We are looking for numbers of the form $abcbcf$, where $ab^2c^2f=n^2$ for some $n∈N$.
This means that $af=m^2$ for some $m∈N$.

This looks good so far, but the issue of whether $a=0$ creates a valid "six digit number" seems like an important detail. (As well as the question of whether $n\in N$ includes $n=0$ or not.)

If we start by counting only the non-zero-$n$ solutions to $ab^2c^2f=n^2$ then $af=m^2$ applies and that is solved most simply when:

Case 1: $a=f \rightarrow af=a^2=m^2$, there are 9 non-zero choices for $a$, giving $9\cdot9^2$ such numbers.

That leaves the $a\neq f$ cases, for which we can see that $af=m^2\rightarrow af=p^2q^2$ for which $a$ can only be factored out in one of two ways:

Case 2a: $a=p^2 \rightarrow af=p^2(f)=p^2q^2 \rightarrow f=q^2$, there are three choices for $a$ leaving two remaining choices for $b\neq a$, giving $3\cdot 2\cdot9^2$ such numbers.

Case 2b: $a\neq p^2 \rightarrow m^2=p^2q^2=p(pq^2)$, which gives two choices for $a$ leaving one choice for $b\neq a$, giving $2\cdot 1\cdot9^2$ such numbers.

That all together that gives: $$ 9\cdot9^2+3\cdot 2\cdot9^2+2\cdot 1\cdot9^2=(17)\cdot9^2=1377 $$ solutions to $abcbcf=n^2$ for non-zero $n\in N$.

That (potentially) leaves the $n=0$ cases, which are much easier to account for (since there are no further requirements containing the digits make squares or whatnot). If we assume that $012123$ does not count as a "six-digit number" then $a\neq 0$ applies and:

Case 3a: $b=0$, leaves 9 choices each for $a$, $c$, and $f$, giving $9^3$ such numbers.

Case 3b: $c=0$, leaves 9 choices each for $a$, $b$, and $f$, giving $9^3$ such numbers.

Case 3c: $f=0$, leaves 9 choices each for $a$, $b$, and $c$, giving $9^3$ such numbers.

Case 3d: $b=c=0$, leaves 9 choices each for $a$ and $f$, giving $9^2$ such numbers.

Case 3e: $b=f=0$, leaves 9 choices each for $a$ and $c$, giving $9^2$ such numbers.

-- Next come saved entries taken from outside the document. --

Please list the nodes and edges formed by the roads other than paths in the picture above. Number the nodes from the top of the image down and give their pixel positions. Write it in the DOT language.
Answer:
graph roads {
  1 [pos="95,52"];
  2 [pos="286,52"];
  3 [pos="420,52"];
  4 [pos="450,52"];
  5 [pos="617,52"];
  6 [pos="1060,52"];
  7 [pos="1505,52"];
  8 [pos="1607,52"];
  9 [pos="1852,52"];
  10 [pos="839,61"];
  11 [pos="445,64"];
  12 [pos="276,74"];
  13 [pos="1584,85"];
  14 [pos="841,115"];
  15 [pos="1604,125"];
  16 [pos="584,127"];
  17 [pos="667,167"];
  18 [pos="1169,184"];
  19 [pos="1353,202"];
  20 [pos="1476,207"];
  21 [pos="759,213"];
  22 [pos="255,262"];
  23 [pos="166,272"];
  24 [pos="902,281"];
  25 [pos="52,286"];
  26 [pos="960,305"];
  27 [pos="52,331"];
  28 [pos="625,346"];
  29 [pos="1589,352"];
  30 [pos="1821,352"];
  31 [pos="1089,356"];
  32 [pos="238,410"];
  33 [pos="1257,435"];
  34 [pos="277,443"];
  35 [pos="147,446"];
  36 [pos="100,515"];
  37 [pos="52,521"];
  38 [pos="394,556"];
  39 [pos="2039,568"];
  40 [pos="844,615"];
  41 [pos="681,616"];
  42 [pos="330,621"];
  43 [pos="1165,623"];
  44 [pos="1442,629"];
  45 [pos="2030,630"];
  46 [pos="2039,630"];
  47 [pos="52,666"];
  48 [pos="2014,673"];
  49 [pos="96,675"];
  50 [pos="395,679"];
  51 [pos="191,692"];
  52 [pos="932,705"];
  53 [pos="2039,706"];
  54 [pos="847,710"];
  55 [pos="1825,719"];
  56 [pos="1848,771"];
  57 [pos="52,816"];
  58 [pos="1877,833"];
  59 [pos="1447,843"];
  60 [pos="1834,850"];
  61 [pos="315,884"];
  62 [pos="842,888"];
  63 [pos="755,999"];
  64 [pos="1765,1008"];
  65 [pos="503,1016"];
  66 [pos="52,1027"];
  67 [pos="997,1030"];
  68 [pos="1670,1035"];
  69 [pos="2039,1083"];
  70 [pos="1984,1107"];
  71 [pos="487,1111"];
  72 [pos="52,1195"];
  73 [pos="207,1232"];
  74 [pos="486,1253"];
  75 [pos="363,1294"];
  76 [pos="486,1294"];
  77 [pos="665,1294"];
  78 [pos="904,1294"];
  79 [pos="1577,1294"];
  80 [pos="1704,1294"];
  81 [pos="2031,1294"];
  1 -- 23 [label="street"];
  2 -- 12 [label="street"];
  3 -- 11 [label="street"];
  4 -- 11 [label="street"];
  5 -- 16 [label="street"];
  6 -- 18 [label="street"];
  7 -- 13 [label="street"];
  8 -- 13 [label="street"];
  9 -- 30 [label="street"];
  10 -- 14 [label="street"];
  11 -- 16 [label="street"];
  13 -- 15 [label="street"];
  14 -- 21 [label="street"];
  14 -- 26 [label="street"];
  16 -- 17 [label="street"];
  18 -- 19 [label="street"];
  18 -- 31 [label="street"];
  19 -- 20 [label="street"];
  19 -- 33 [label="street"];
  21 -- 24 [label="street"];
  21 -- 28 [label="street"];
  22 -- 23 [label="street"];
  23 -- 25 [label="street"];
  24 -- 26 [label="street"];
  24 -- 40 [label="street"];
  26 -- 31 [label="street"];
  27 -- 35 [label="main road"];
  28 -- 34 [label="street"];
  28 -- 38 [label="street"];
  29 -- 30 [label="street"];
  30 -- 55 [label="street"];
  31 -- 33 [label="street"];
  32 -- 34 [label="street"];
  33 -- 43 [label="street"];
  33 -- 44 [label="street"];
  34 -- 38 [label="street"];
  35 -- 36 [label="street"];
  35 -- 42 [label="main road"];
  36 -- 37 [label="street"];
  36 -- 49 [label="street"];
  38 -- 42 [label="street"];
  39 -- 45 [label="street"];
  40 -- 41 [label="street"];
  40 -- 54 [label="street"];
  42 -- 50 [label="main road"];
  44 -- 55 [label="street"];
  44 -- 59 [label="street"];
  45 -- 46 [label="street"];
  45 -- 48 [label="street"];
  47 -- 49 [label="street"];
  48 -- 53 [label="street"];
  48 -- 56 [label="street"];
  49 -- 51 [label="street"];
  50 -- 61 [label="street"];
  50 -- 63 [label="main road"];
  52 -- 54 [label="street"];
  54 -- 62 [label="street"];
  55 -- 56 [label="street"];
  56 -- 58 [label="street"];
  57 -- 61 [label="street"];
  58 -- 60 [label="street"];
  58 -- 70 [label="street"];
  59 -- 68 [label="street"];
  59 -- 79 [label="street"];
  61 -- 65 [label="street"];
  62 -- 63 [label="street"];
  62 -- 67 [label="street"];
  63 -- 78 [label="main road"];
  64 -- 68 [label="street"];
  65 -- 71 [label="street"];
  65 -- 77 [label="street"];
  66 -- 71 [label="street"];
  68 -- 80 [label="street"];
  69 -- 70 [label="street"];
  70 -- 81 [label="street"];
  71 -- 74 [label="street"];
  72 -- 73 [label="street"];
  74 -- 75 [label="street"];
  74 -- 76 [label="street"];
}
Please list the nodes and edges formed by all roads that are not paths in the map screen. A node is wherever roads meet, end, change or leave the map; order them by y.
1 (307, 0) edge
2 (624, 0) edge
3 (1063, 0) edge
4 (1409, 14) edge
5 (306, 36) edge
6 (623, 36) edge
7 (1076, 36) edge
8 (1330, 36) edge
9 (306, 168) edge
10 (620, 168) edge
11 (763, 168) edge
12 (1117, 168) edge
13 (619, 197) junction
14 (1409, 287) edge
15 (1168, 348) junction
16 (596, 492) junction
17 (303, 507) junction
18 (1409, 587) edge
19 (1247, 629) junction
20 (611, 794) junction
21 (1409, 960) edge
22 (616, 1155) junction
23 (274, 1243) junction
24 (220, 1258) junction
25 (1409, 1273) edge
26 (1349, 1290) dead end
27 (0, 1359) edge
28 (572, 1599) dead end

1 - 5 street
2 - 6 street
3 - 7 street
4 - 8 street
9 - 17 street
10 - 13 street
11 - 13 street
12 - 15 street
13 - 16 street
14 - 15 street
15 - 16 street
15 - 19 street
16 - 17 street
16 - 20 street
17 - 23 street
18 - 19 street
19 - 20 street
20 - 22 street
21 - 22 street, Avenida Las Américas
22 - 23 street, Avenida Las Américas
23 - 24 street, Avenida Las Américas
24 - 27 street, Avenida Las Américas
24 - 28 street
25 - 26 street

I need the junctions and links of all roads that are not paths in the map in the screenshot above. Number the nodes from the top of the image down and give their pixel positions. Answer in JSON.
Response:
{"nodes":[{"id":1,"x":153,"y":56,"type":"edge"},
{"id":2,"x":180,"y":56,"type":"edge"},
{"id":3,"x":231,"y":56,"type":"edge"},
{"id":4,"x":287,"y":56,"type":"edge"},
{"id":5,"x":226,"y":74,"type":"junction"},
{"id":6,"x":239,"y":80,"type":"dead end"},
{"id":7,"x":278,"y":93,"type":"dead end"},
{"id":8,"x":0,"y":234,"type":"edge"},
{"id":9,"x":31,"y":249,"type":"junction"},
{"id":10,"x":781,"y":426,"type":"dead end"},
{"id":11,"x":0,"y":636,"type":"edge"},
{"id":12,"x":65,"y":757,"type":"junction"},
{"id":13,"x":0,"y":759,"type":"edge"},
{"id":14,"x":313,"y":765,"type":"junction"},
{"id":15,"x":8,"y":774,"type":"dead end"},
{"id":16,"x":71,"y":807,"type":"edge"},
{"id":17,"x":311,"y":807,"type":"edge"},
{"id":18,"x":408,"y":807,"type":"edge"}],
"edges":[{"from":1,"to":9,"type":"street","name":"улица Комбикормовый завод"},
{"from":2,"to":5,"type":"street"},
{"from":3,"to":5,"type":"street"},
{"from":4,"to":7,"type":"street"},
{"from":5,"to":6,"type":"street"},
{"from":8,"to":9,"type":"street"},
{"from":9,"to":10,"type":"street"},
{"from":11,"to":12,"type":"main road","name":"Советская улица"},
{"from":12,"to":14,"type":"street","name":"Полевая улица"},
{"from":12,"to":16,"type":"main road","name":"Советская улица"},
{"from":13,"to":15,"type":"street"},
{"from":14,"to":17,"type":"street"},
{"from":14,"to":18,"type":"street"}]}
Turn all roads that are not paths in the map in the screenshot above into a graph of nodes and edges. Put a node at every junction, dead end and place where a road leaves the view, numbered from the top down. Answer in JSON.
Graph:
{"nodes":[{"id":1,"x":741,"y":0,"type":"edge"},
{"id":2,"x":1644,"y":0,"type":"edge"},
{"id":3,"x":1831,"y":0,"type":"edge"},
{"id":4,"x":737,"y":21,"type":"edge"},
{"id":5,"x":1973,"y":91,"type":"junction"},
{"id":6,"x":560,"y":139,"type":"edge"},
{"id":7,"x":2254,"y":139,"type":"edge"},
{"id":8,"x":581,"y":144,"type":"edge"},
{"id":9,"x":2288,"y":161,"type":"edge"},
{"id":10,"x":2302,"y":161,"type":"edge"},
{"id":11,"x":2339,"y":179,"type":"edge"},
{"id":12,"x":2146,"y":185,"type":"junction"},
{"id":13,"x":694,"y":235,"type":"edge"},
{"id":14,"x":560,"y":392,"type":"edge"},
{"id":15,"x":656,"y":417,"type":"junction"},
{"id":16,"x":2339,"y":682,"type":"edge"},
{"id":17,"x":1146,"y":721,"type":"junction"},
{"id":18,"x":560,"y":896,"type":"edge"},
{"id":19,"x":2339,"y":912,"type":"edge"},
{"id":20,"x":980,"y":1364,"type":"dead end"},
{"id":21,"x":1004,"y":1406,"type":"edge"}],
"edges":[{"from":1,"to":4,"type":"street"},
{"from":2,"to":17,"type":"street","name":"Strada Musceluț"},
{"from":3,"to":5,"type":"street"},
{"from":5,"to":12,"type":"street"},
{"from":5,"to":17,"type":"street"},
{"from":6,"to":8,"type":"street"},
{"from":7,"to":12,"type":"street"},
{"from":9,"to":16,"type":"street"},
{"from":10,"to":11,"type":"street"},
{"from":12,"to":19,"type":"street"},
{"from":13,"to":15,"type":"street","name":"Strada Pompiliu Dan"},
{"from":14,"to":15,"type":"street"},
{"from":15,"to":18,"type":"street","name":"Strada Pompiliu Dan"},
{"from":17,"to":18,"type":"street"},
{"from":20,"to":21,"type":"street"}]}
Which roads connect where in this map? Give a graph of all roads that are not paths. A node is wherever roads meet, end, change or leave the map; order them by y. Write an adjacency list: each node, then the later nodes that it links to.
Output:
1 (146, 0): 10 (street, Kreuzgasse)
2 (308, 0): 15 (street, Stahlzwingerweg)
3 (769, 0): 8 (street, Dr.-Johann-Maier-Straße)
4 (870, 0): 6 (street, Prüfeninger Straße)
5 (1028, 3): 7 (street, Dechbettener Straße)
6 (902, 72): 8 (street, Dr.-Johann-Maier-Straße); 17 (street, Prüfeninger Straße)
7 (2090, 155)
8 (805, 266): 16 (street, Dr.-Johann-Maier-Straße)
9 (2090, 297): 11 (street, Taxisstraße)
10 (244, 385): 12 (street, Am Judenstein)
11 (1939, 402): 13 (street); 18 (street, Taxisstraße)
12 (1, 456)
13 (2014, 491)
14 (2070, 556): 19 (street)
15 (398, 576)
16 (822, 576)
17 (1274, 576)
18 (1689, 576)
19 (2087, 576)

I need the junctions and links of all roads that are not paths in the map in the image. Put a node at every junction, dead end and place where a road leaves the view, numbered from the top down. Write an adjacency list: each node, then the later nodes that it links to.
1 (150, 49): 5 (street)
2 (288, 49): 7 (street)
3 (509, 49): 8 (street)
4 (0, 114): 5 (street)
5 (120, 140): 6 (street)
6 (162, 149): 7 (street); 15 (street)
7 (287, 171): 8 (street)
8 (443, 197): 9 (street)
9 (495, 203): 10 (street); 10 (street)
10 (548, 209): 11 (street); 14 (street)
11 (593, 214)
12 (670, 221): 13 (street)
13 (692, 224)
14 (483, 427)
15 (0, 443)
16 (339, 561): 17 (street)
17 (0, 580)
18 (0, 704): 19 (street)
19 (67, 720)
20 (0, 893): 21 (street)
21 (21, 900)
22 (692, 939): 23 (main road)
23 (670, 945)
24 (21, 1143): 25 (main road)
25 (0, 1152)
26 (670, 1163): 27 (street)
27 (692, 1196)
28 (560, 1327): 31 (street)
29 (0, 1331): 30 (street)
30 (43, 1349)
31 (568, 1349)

Case 3f: $c=f=0$, leaves 9 choices each for $a$ and $b$, giving $9^2$ such numbers.

Case 3g: $b=c=f=0$, leaves 9 choices for $a$, giving $9^1$ such numbers.

That all together that gives: $$ (3)\cdot9^3+(3)\cdot9^2+(1)\cdot9^1=2439 $$ solutions to $abcbcf=0$ when $a\neq 0$.

This makes the grand total: $$ 1377+2439=3816 $$ as pointed out by Especially Lime


Also, it should be noted somewhere that this all assumes the decimal base.

So $a\in\{1,2,3,4,5,6,7,8,9\}$ and similarly for $b$, $c$, and $f$ in Case 1.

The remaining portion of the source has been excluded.